Rio Tinto's rising costs represent further challenges in RBC's eyes
Analysts at RBC Capital Markets adjusted their estimates on Rio Tinto on Friday, noting that challenges posed by elevated input costs had continued to erode EBITDA margins in the mining giant's aluminium unit.
RBC said that as input costs remained elevated, with some smelters being affected more than others, the cost of raw materials in Rio's aluminium division had continued to erode EBITDA margins across the group, with the total incremental bill for the year estimated to be roughly $500m.
The Canadian broker stated that once the sale of Rio's Dunkerque smelter is completed and, assuming the re-initiated sale of its Icelandic smelter is successful, close to 960 kilotons of alumina will be released. RBC expects the excess alumina will be sold to the market when the volatile alumina/aluminium market has consolidated, helping offset some of the costs associated with its legacy contracts in the Pacific.
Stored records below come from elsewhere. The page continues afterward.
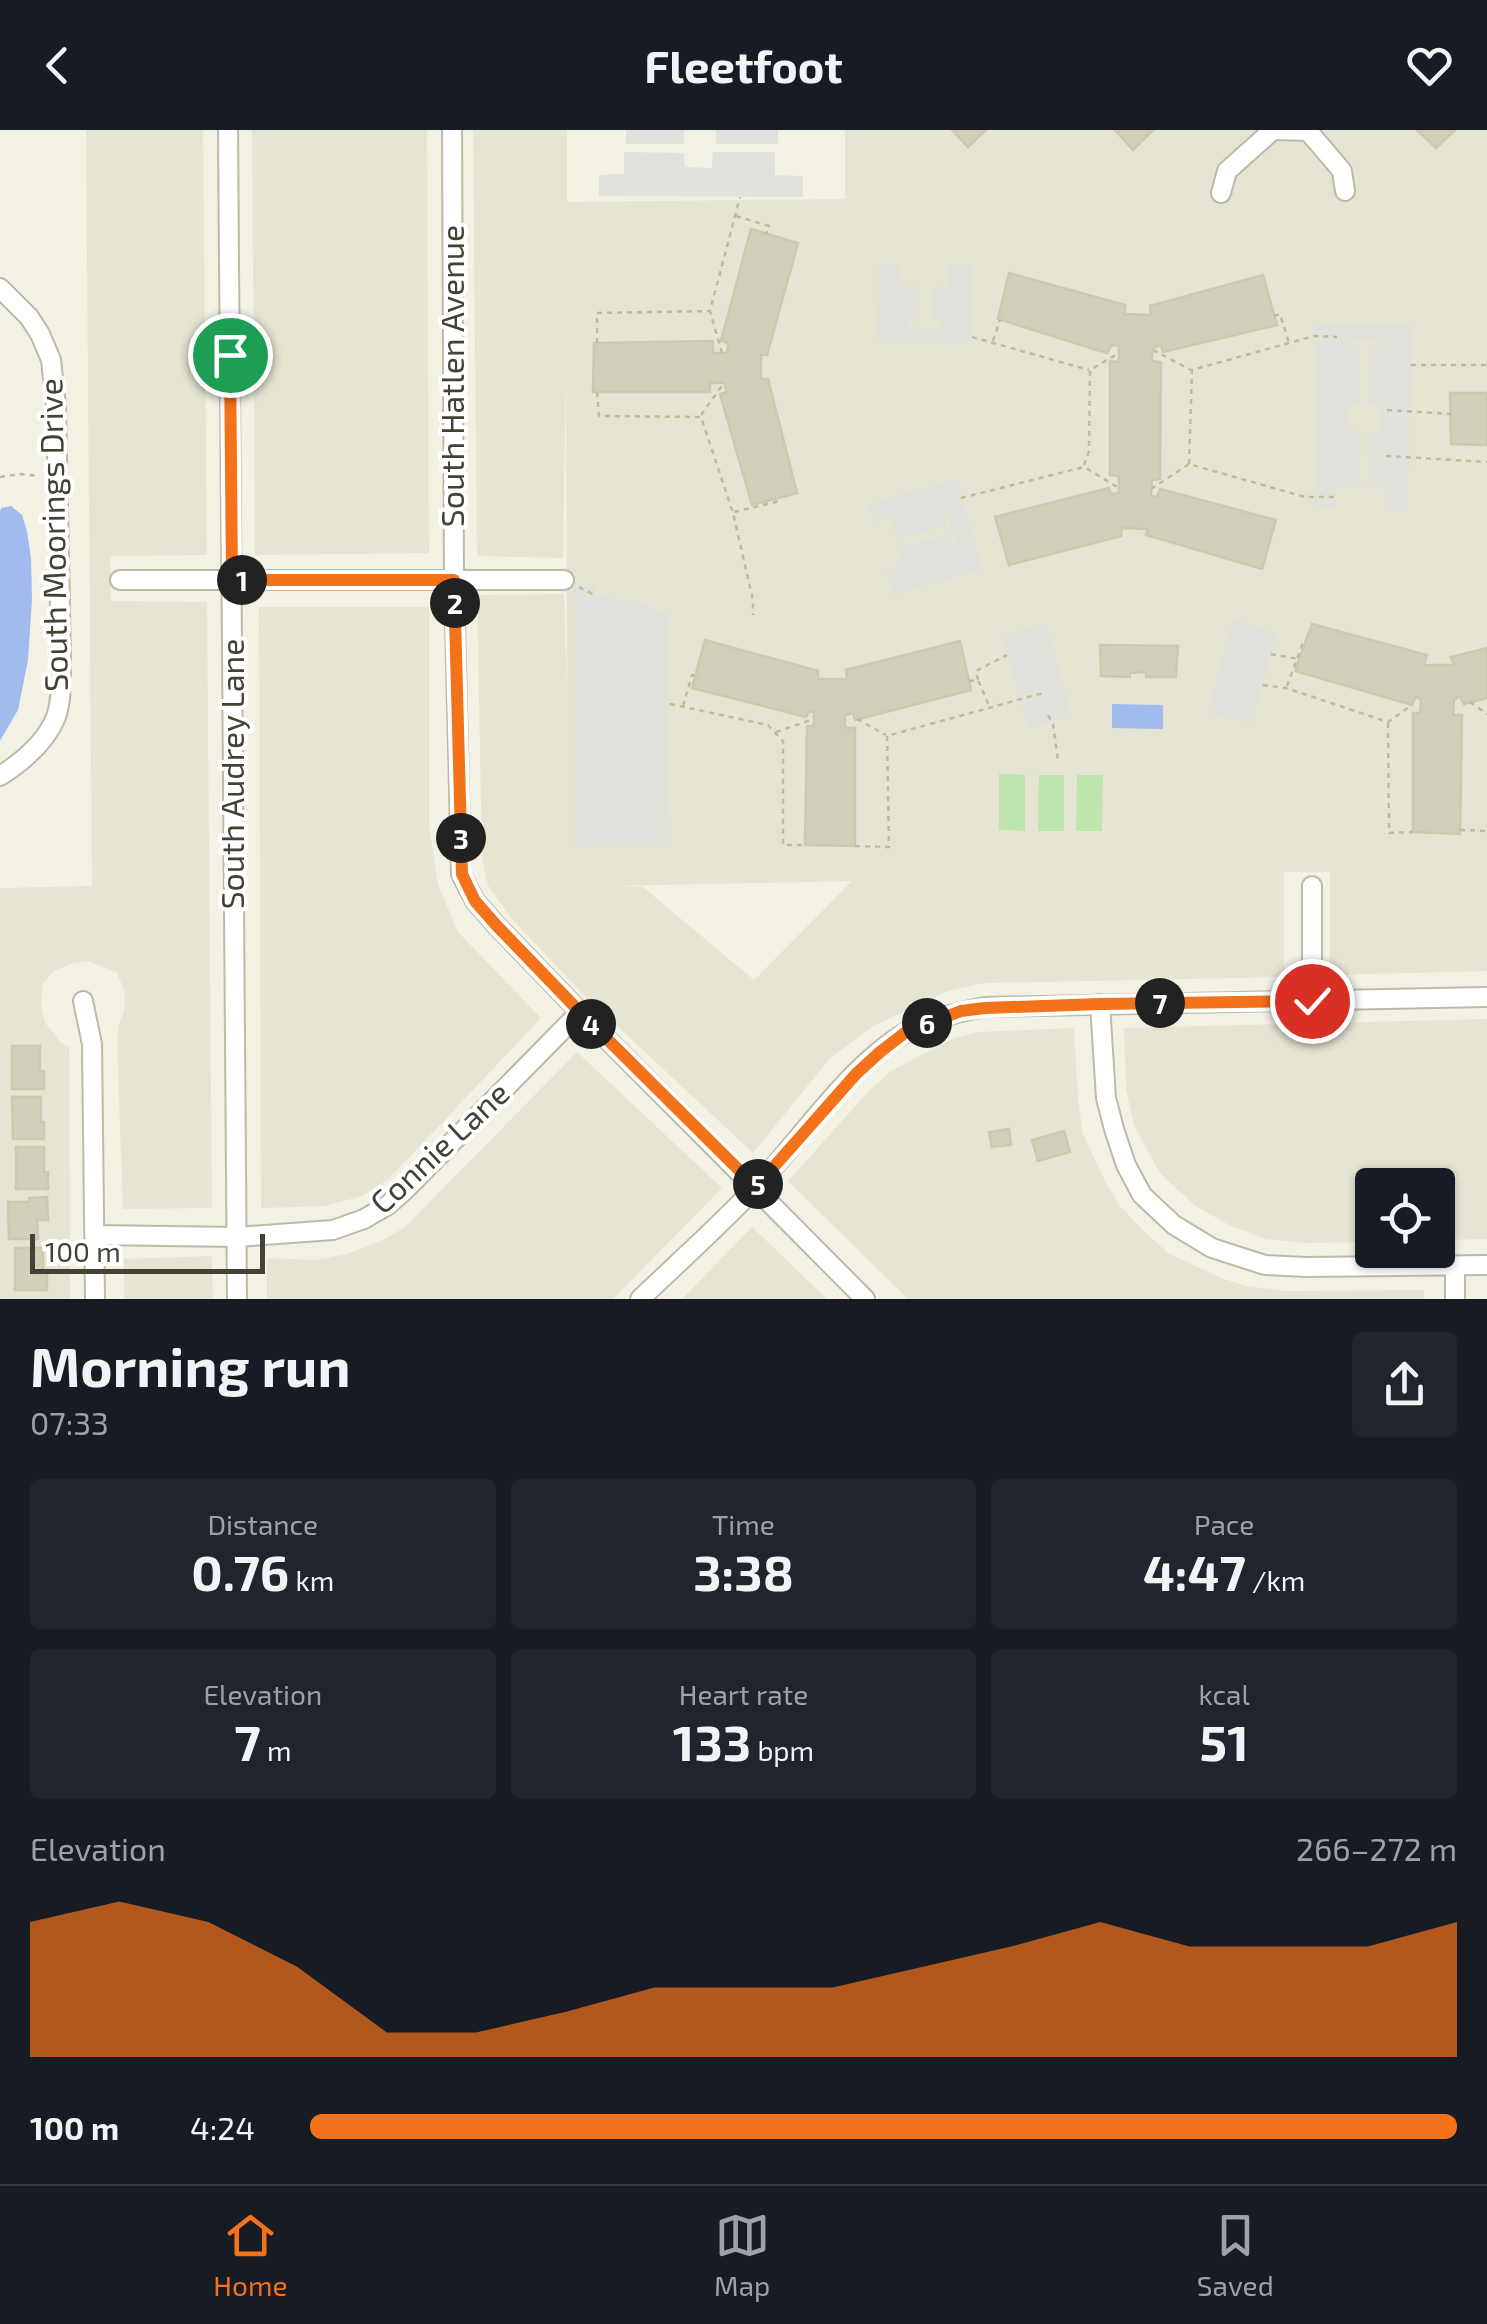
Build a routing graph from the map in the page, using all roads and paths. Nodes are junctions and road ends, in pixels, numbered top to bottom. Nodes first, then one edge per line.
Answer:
1 (228, 130) edge
2 (452, 130) edge
3 (1345, 191) dead end
4 (1221, 194) dead end
5 (740, 197) dead end
6 (735, 216) junction
7 (766, 234) dead end
8 (0, 288) edge
9 (710, 311) junction
10 (1274, 316) dead end
11 (1000, 320) dead end
12 (972, 337) dead end
13 (1337, 338) dead end
14 (597, 343) dead end
15 (992, 343) junction
16 (1290, 344) junction
17 (1153, 350) dead end
18 (722, 352) dead end
19 (1119, 353) dead end
20 (1411, 364) dead end
21 (1487, 365) edge
22 (1090, 370) junction
23 (1192, 370) junction
24 (724, 382) dead end
25 (597, 392) dead end
26 (1387, 410) dead end
27 (1451, 414) dead end
28 (700, 416) junction
29 (1386, 456) dead end
30 (1487, 462) edge
31 (1189, 464) junction
32 (1084, 466) junction
33 (0, 477) edge
34 (45, 477) dead end
35 (1119, 488) dead end
36 (1151, 489) dead end
37 (1336, 497) dead end
38 (779, 498) dead end
39 (961, 498) dead end
40 (733, 513) junction
41 (120, 580) dead end
42 (232, 580) junction
43 (454, 580) junction
44 (564, 580) dead end
45 (753, 615) dead end
46 (1304, 640) dead end
47 (1271, 654) dead end
48 (1008, 655) dead end
49 (1298, 659) junction
50 (696, 674) dead end
51 (978, 680) junction
52 (969, 681) dead end
53 (1262, 685) dead end
54 (1286, 688) junction
55 (1043, 693) dead end
56 (1470, 702) dead end
57 (670, 704) dead end
58 (1412, 705) dead end
59 (683, 707) junction
60 (991, 709) junction
61 (1487, 714) edge
62 (1048, 715) dead end
63 (814, 719) dead end
64 (858, 719) dead end
65 (1388, 722) junction
66 (775, 732) junction
67 (888, 736) junction
68 (1058, 761) dead end
69 (0, 776) edge
70 (1460, 830) dead end
71 (1487, 831) edge
72 (1413, 832) dead end
73 (804, 846) dead end
74 (855, 846) dead end
75 (1312, 886) dead end
76 (1487, 996) edge
77 (83, 1001) dead end
78 (1312, 1001) junction
79 (1100, 1004) junction
80 (580, 1012) junction
81 (756, 1187) junction
82 (95, 1235) junction
83 (237, 1237) junction
84 (1487, 1265) edge
85 (1455, 1266) edge
86 (1355, 1267) edge
87 (1454, 1268) edge
88 (95, 1299) edge
89 (237, 1299) edge
90 (640, 1299) edge
91 (865, 1299) edge
92 (1455, 1299) edge

1 - 42 street, South Audrey Lane
2 - 43 street, South Hatlen Avenue
3 - 4 street
5 - 6 path
6 - 7 path
6 - 9 path
8 - 69 street, South Moorings Drive
9 - 14 path
9 - 18 path
10 - 16 path
11 - 15 path
12 - 15 path
13 - 16 path
15 - 22 path
16 - 23 path
17 - 23 path
19 - 22 path
20 - 21 path
22 - 32 path
23 - 31 path
24 - 28 path
25 - 28 path
26 - 27 path
28 - 40 path
29 - 30 path
31 - 36 path
31 - 37 path
32 - 35 path
32 - 39 path
33 - 34 path
38 - 40 path
40 - 45 path
41 - 42 street
42 - 43 street
42 - 83 street, South Audrey Lane
43 - 44 street
43 - 80 street, South Hatlen Avenue
46 - 49 path
47 - 49 path
48 - 51 path
49 - 54 path
50 - 59 path
51 - 52 path
51 - 60 path
53 - 54 path
54 - 65 path
55 - 60 path
56 - 61 path
57 - 59 path
58 - 65 path
59 - 66 path
60 - 67 path
62 - 68 path
63 - 66 path
64 - 67 path
65 - 72 path
66 - 73 path
67 - 74 path
70 - 71 path
75 - 78 street
76 - 78 street
77 - 82 street
78 - 79 street
79 - 81 street
79 - 86 street
80 - 81 street, South Hatlen Avenue
80 - 83 street, Connie Lane
81 - 90 street
81 - 91 street, South Hatlen Avenue
82 - 83 street, Connie Lane
82 - 88 street
83 - 89 street, South Audrey Lane
84 - 85 street
87 - 92 street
However, with access to cheap power becoming a key competitive advantage in the smelting business, RBC said it still saw Rio Tinto as being "well positioned to benefit in the medium term", highlighting the miner's Canadian operations as a "sustainable competitive advantage" due to their hydropower capacity and Elysis JV technology.
RBC marked-to-market for the third quarter, increasing the cost of the legacy alumina contracts for the second half of the year by $100m, and incorporate the $3.2bn buyback announced.
"We maintain our 'underperform' rating as Rio Tinto trades at 7.8x 2019E EV/EBITDA, a premium to peers at 5.3x."
The broker also reiterated its 3,200p price target on Rio Tinto.